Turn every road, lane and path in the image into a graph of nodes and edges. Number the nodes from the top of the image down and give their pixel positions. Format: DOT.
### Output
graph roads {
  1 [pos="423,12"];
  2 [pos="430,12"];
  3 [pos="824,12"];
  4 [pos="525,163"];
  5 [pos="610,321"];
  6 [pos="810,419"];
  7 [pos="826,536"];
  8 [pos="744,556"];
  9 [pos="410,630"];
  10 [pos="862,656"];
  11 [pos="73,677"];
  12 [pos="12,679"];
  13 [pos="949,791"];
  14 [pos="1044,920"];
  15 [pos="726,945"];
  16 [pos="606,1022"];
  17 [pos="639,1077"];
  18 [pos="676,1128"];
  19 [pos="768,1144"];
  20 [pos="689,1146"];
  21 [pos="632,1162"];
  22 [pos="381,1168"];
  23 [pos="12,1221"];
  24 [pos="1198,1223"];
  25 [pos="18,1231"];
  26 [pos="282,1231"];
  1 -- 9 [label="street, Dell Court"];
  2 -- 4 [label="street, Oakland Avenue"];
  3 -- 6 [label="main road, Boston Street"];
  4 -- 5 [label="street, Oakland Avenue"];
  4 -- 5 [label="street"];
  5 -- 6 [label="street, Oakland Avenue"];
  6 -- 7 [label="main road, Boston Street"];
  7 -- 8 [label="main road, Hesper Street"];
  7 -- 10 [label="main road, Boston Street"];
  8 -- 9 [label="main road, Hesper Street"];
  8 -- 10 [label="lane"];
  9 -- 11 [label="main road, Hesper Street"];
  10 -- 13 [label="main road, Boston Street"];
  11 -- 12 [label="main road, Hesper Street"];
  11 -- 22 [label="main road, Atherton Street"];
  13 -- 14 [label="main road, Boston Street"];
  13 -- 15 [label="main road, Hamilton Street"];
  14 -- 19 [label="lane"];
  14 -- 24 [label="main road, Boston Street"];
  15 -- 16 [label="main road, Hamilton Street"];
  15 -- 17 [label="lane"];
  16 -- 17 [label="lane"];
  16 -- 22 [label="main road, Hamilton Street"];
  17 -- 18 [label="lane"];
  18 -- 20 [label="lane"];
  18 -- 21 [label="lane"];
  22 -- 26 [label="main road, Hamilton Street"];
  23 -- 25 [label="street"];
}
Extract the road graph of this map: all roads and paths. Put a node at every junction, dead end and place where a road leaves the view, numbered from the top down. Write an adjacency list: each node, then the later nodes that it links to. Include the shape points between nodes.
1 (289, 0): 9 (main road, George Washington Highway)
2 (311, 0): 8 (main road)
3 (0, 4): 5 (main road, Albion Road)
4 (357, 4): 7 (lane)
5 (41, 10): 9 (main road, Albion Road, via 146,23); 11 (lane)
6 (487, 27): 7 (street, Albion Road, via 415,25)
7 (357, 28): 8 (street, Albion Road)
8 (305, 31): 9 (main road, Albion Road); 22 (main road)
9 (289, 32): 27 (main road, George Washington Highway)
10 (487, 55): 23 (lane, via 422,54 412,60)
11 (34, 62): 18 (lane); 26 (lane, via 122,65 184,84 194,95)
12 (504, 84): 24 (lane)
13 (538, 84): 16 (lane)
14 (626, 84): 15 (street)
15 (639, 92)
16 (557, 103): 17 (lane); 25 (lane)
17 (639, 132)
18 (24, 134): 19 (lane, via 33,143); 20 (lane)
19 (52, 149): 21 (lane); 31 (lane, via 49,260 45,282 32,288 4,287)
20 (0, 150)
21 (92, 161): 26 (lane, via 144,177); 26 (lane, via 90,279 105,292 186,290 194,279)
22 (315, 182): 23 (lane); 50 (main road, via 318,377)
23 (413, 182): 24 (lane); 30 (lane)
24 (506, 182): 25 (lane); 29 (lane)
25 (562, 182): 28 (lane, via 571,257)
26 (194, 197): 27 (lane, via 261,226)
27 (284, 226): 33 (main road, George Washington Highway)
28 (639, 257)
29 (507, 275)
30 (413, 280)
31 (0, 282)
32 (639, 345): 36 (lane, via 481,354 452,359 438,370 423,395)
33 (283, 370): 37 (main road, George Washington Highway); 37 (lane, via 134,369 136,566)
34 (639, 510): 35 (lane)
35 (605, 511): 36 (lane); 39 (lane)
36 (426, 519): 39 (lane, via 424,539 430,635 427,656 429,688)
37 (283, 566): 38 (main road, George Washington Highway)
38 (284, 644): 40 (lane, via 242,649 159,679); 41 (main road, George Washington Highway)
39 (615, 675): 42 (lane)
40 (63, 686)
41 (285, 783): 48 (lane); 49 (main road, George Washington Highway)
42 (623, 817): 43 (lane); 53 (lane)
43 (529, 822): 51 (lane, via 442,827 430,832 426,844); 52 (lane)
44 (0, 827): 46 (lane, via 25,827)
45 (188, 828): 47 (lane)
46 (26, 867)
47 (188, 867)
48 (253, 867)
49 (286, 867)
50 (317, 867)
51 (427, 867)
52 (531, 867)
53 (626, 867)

• **Directions**
Each line of the listing above that contains the word "from" counts once; please give the total and nothing more.

• **Result**
2